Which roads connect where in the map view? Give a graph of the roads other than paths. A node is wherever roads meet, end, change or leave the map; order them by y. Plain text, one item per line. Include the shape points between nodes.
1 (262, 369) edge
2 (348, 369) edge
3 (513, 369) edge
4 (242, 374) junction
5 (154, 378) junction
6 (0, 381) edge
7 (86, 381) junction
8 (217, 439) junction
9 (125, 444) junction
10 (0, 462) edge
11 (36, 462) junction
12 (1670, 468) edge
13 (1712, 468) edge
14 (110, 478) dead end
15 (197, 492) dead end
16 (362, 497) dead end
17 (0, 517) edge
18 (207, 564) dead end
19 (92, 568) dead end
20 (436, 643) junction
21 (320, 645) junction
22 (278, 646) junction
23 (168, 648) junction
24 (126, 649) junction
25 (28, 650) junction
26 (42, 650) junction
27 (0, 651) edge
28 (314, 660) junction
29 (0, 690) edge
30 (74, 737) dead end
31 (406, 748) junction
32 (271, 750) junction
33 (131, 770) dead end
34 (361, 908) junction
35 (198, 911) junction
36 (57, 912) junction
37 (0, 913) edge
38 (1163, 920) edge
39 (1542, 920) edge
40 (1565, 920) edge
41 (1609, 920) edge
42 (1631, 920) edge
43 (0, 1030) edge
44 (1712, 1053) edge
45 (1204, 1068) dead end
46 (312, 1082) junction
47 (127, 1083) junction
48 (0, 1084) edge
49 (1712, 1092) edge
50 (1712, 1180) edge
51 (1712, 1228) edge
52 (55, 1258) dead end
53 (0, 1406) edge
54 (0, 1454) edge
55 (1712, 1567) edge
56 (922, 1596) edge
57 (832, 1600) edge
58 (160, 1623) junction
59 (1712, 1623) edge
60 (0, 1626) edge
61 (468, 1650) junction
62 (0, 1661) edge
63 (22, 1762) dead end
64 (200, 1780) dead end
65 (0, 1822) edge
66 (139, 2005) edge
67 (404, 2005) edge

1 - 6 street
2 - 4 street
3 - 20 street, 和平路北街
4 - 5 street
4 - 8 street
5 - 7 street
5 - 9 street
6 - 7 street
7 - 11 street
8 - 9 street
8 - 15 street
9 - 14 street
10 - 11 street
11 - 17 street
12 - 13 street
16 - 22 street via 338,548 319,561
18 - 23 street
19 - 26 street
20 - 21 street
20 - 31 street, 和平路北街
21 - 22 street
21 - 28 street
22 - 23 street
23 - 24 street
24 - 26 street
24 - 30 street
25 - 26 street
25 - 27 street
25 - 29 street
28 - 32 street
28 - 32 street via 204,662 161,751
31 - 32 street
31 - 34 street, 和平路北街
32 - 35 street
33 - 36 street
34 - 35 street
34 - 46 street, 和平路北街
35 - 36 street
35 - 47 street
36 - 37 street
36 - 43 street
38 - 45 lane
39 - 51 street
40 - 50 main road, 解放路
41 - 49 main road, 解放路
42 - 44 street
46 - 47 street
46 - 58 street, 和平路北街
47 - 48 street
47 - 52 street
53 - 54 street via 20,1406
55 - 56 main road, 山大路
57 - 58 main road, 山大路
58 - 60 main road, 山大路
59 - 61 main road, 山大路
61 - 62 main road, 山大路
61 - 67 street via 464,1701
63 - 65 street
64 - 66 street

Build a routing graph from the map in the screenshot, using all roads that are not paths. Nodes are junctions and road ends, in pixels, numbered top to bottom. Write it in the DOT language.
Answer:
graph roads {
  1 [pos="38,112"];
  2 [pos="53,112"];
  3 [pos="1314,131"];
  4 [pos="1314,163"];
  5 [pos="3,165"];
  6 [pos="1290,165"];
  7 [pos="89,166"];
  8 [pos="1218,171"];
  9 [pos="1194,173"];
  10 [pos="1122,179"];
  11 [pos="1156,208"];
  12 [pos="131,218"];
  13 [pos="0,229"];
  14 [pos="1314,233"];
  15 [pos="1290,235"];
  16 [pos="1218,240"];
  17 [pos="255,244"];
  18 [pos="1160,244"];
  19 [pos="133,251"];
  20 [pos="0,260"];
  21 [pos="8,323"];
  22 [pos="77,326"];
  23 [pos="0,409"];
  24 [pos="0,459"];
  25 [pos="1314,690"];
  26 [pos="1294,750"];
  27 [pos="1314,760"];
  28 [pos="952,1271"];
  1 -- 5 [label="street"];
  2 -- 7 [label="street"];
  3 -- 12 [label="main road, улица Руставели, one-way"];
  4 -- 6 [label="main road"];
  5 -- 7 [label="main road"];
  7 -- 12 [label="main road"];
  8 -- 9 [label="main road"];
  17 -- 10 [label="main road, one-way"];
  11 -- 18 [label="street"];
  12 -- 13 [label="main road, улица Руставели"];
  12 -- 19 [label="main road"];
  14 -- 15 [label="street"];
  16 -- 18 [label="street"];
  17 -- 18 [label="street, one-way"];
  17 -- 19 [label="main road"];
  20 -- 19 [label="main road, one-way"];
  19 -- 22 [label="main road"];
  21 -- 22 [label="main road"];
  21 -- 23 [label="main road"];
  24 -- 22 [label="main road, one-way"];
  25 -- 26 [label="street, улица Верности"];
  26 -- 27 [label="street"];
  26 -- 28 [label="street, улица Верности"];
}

####

• _Task description_
Reproduce the material above exactly; please quote every line of it.

• _Output for this task_
Which roads connect where in the map view? Give a graph of the roads other than paths. A node is wherever roads meet, end, change or leave the map; order them by y. Plain text, one item per line. Include the shape points between nodes.
1 (262, 369) edge
2 (348, 369) edge
3 (513, 369) edge
4 (242, 374) junction
5 (154, 378) junction
6 (0, 381) edge
7 (86, 381) junction
8 (217, 439) junction
9 (125, 444) junction
10 (0, 462) edge
11 (36, 462) junction
12 (1670, 468) edge
13 (1712, 468) edge
14 (110, 478) dead end
15 (197, 492) dead end
16 (362, 497) dead end
17 (0, 517) edge
18 (207, 564) dead end
19 (92, 568) dead end
20 (436, 643) junction
21 (320, 645) junction
22 (278, 646) junction
23 (168, 648) junction
24 (126, 649) junction
25 (28, 650) junction
26 (42, 650) junction
27 (0, 651) edge
28 (314, 660) junction
29 (0, 690) edge
30 (74, 737) dead end
31 (406, 748) junction
32 (271, 750) junction
33 (131, 770) dead end
34 (361, 908) junction
35 (198, 911) junction
36 (57, 912) junction
37 (0, 913) edge
38 (1163, 920) edge
39 (1542, 920) edge
40 (1565, 920) edge
41 (1609, 920) edge
42 (1631, 920) edge
43 (0, 1030) edge
44 (1712, 1053) edge
45 (1204, 1068) dead end
46 (312, 1082) junction
47 (127, 1083) junction
48 (0, 1084) edge
49 (1712, 1092) edge
50 (1712, 1180) edge
51 (1712, 1228) edge
52 (55, 1258) dead end
53 (0, 1406) edge
54 (0, 1454) edge
55 (1712, 1567) edge
56 (922, 1596) edge
57 (832, 1600) edge
58 (160, 1623) junction
59 (1712, 1623) edge
60 (0, 1626) edge
61 (468, 1650) junction
62 (0, 1661) edge
63 (22, 1762) dead end
64 (200, 1780) dead end
65 (0, 1822) edge
66 (139, 2005) edge
67 (404, 2005) edge

1 - 6 street
2 - 4 street
3 - 20 street, 和平路北街
4 - 5 street
4 - 8 street
5 - 7 street
5 - 9 street
6 - 7 street
7 - 11 street
8 - 9 street
8 - 15 street
9 - 14 street
10 - 11 street
11 - 17 street
12 - 13 street
16 - 22 street via 338,548 319,561
18 - 23 street
19 - 26 street
20 - 21 street
20 - 31 street, 和平路北街
21 - 22 street
21 - 28 street
22 - 23 street
23 - 24 street
24 - 26 street
24 - 30 street
25 - 26 street
25 - 27 street
25 - 29 street
28 - 32 street
28 - 32 street via 204,662 161,751
31 - 32 street
31 - 34 street, 和平路北街
32 - 35 street
33 - 36 street
34 - 35 street
34 - 46 street, 和平路北街
35 - 36 street
35 - 47 street
36 - 37 street
36 - 43 street
38 - 45 lane
39 - 51 street
40 - 50 main road, 解放路
41 - 49 main road, 解放路
42 - 44 street
46 - 47 street
46 - 58 street, 和平路北街
47 - 48 street
47 - 52 street
53 - 54 street via 20,1406
55 - 56 main road, 山大路
57 - 58 main road, 山大路
58 - 60 main road, 山大路
59 - 61 main road, 山大路
61 - 62 main road, 山大路
61 - 67 street via 464,1701
63 - 65 street
64 - 66 street

Build a routing graph from the map in the screenshot, using all roads that are not paths. Nodes are junctions and road ends, in pixels, numbered top to bottom. Write it in the DOT language.
Answer:
graph roads {
  1 [pos="38,112"];
  2 [pos="53,112"];
  3 [pos="1314,131"];
  4 [pos="1314,163"];
  5 [pos="3,165"];
  6 [pos="1290,165"];
  7 [pos="89,166"];
  8 [pos="1218,171"];
  9 [pos="1194,173"];
  10 [pos="1122,179"];
  11 [pos="1156,208"];
  12 [pos="131,218"];
  13 [pos="0,229"];
  14 [pos="1314,233"];
  15 [pos="1290,235"];
  16 [pos="1218,240"];
  17 [pos="255,244"];
  18 [pos="1160,244"];
  19 [pos="133,251"];
  20 [pos="0,260"];
  21 [pos="8,323"];
  22 [pos="77,326"];
  23 [pos="0,409"];
  24 [pos="0,459"];
  25 [pos="1314,690"];
  26 [pos="1294,750"];
  27 [pos="1314,760"];
  28 [pos="952,1271"];
  1 -- 5 [label="street"];
  2 -- 7 [label="street"];
  3 -- 12 [label="main road, улица Руставели, one-way"];
  4 -- 6 [label="main road"];
  5 -- 7 [label="main road"];
  7 -- 12 [label="main road"];
  8 -- 9 [label="main road"];
  17 -- 10 [label="main road, one-way"];
  11 -- 18 [label="street"];
  12 -- 13 [label="main road, улица Руставели"];
  12 -- 19 [label="main road"];
  14 -- 15 [label="street"];
  16 -- 18 [label="street"];
  17 -- 18 [label="street, one-way"];
  17 -- 19 [label="main road"];
  20 -- 19 [label="main road, one-way"];
  19 -- 22 [label="main road"];
  21 -- 22 [label="main road"];
  21 -- 23 [label="main road"];
  24 -- 22 [label="main road, one-way"];
  25 -- 26 [label="street, улица Верности"];
  26 -- 27 [label="street"];
  26 -- 28 [label="street, улица Верности"];
}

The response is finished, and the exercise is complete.